Warm-up
Spend 2 minutes in Z1
Then, 2 rounds
10 push-ups with 2 shoulder taps AND 2 mountain climbers between each one
10 ring rows w/pause at the top
5 inchworms
Mobility
With a barbell
10 good mornings
10 bent over rows
10 strict press
Childs pose, spiderman and
Strength
Gymnastic EMOM – 10 minutes total
Evens – 6-10 kipping HSPU’s
Odds – :20 L-sit or L-hold
Sub in sitting DB strict press for those who cannot complete a kipping HSPU with ONE mat and ONE ten pound plate. Develop a plan.
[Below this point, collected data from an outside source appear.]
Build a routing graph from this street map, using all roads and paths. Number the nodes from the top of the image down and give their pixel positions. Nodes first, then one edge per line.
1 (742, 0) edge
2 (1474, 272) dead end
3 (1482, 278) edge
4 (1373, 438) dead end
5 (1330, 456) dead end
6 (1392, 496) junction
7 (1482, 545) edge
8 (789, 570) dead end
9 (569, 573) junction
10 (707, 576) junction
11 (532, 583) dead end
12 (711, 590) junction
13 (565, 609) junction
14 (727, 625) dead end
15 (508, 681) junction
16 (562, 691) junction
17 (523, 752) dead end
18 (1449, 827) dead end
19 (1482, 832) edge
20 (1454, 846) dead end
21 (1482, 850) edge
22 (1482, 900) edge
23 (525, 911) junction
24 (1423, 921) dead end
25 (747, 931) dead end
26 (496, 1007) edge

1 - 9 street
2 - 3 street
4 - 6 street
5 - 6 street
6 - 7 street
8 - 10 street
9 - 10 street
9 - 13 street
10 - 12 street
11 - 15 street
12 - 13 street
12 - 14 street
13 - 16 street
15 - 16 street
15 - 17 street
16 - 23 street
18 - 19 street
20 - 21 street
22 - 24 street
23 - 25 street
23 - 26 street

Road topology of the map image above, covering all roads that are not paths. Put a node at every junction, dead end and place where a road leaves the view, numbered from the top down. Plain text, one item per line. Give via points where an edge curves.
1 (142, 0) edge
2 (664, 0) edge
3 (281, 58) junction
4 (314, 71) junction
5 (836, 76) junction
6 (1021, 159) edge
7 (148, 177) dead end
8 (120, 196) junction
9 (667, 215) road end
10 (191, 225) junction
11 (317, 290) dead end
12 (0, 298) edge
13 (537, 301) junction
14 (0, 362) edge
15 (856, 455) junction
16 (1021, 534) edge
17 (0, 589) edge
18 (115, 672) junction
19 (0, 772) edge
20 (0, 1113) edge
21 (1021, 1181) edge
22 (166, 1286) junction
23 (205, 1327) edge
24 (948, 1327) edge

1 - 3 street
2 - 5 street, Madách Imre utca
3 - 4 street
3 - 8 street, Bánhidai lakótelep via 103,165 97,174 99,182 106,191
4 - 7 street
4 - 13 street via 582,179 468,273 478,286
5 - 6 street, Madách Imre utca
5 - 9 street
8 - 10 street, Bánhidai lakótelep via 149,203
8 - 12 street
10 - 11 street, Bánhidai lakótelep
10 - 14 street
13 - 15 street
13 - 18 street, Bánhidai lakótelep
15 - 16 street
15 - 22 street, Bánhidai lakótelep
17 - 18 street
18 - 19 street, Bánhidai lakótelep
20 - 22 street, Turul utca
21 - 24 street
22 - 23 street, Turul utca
Hold a number that is challenging. L-sit on the Pbars or L-hold on the rings/rig.
WOD
“Fall Forward”
4 min AMRAP
500/400m row
25/20 cals AB
Max clean and jerks (95/65#)(75/55#)
Rest 4:00
4 min AMRAP
500/400m row
20/15 cals AB
Max clean and jerks (115/75#)(95/65#)
Rest 4:00
4 min AMRAP
500/400m row
15/10 cals AB
Max clean and jerks (135/95#)115/75#)
Notice that although the time domain stays the same, 4 minutes, the cals on the AB decrease. However, the weight on the bar increases each round making recovery between reps more and more important. Come up with a good plan of attack, make sure you have all the weights you need, and try to earn a little more time on the bar each round and accumulate almost the same amount of reps despite the bar being heavier.